Watties tomato sauce was the go-to condiment in my childhood. It was really no more than a red coloured salty-sweet flavour enhancer. I wanted my version of fish and chips to have something more genuinely complimentary, and this roasted tomato sauce did the trick. Healthy, not at all dominant, though definitely flavour enhancing.
It wasn’t included in the tradition of fish and chips accompaniments, but a mixed green leaf salad provides a wonderful counterpoint to the fried ingredients. Drizzled, of course, with a delectabilia salad dressing.
Fish and chips with a roasted tomato sauce.Print
Roasted Tomato Sauce
- 10 medium tomatoes
- 2 medium red peppers
- 1 large onion
- 1 Tbsp olive oil
- 5 cloves garlic
- 3 star anise
- 1/2 cinnamon stick
- 3 leaves bay
- 1 tsp coriander seeds
- 1 tsp smoked paprika
- 1 tsp freshly ground black pepper
- Salt to taste
- 2 Tbsp balsamic vinegar
- 2 Tbsp apple cider vinegar
- 1/2 cup water
Fish and chips
- 5 large potatoes or 8 medium ones
- 800 g white fish fillets as fresh as possible, deboned, firmer fish preferred
- 2 cups all purpose flour
- 1 litre vegetable oil or more if you have a deep fryer
- 350 ml cold beer preferably ale
Roasted tomato sauce
- Wash, trim, and halve the tomatoes and red peppers
- Place on a baking tray and drizzle with olive oil, sprinkle with salt and pepper
- Bake at 150 degC for 2 hours
- Peel and dice the onion and garlic
- Sauté in olive oil in a large saucepan until transparent
- Add the tomatoes, peppers, vinegar, and water to saucepan
- Use an immersion blender to reduce the vegetables to a pulp
- Add the spices and simmer over a low heat for 1 hour
- Allow to cool
- Press cooled ingredients through a sieve. Discard skins and spices.
- Check seasoning and add salt if necessary
- Store in the refridgerator for up to a week, or freeze.
- Peel the potatoes and cut into 10 cm thick wedges
- Transfer to a large bowl of ice and water and chill for at least 30 minutes
- Heat the oil in a frying pan until it reaches 165 degUse a cooking thermometer.
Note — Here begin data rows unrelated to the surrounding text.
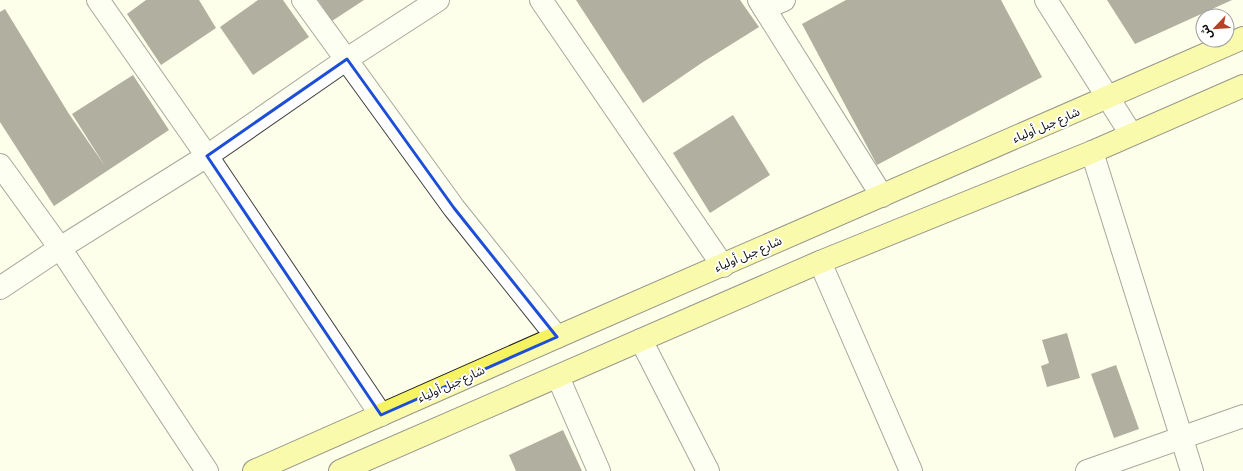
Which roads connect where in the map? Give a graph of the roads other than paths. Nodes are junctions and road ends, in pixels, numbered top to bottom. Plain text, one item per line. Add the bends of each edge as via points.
1 (98, 0) edge
2 (303, 0) edge
3 (438, 0) edge
4 (541, 0) edge
5 (1046, 0) edge
6 (769, 3) edge
7 (1243, 38) edge
8 (347, 59) junction
9 (1243, 86) edge
10 (1109, 98) junction
11 (1130, 134) junction
12 (1092, 152) junction
13 (206, 156) junction
14 (0, 165) edge
15 (882, 196) junction
16 (60, 248) junction
17 (820, 262) junction
18 (723, 266) junction
19 (0, 288) edge
20 (556, 337) junction
21 (641, 340) junction
22 (558, 377) junction
23 (381, 415) junction
24 (1243, 416) edge
25 (1182, 438) junction
26 (371, 465) edge
27 (207, 471) edge
28 (254, 471) edge
29 (340, 471) edge
30 (599, 471) edge
31 (708, 471) edge
32 (911, 471) edge
33 (1087, 471) edge
34 (1192, 471) edge

1 - 13 street
2 - 8 street
3 - 8 street
4 - 18 street
5 - 10 street
6 - 15 street
7 - 10 main road, شارع جبل أولياء
8 - 13 street
8 - 20 street via 454,208
9 - 11 main road
10 - 11 street
10 - 15 main road, شارع جبل أولياء
11 - 12 main road
12 - 17 main road
12 - 25 street
13 - 16 street
13 - 23 street
14 - 16 street
15 - 18 main road, شارع جبل أولياء
16 - 19 street
16 - 27 street
17 - 21 main road
17 - 32 street
18 - 20 main road, شارع جبل أولياء
20 - 23 main road, شارع جبل أولياء
21 - 22 main road
21 - 31 street
22 - 26 main road
22 - 30 street
23 - 28 main road, شارع جبل أولياء
24 - 25 street
25 - 33 street
25 - 34 street
26 - 29 main road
- Fry a 3rd of the potatoes until just starting to become golden. About 4 minutes.
- Transfer to paper towels to drain.
- Return the oil to 165 degC.
- Repeat for the 2nd and last third.
- Allow to cool for at least 30 minutes, or up to 3 hours ahead of the final fry.
- Preheat the oven to 120 degC.
Bring the oil in the frying pan up to 180 degC.
- Fry the chips again, one third at a time, until golden. About 5 minutes. Return the oil to 180 degC between each batch.
- Drain the chips on paper towels then transfer to the oven to keep warm.
- Cut fish into 20 ml thick pieces.
Sprinkle fish pieces with salt and freshly ground black pepper, both sides.
Whisk 1 1/2 cups of flour with the beer.
Dredge fish in the remaining 1/2 cup of flour, then coat in the batter
Bring the oil in the frying pan up to 190 degC.
Slide the battered fish into the hot oil, 2 or 3 pieces at a time. Turn regularly. Remove once crisp and golden in colour, about 5 minutes total.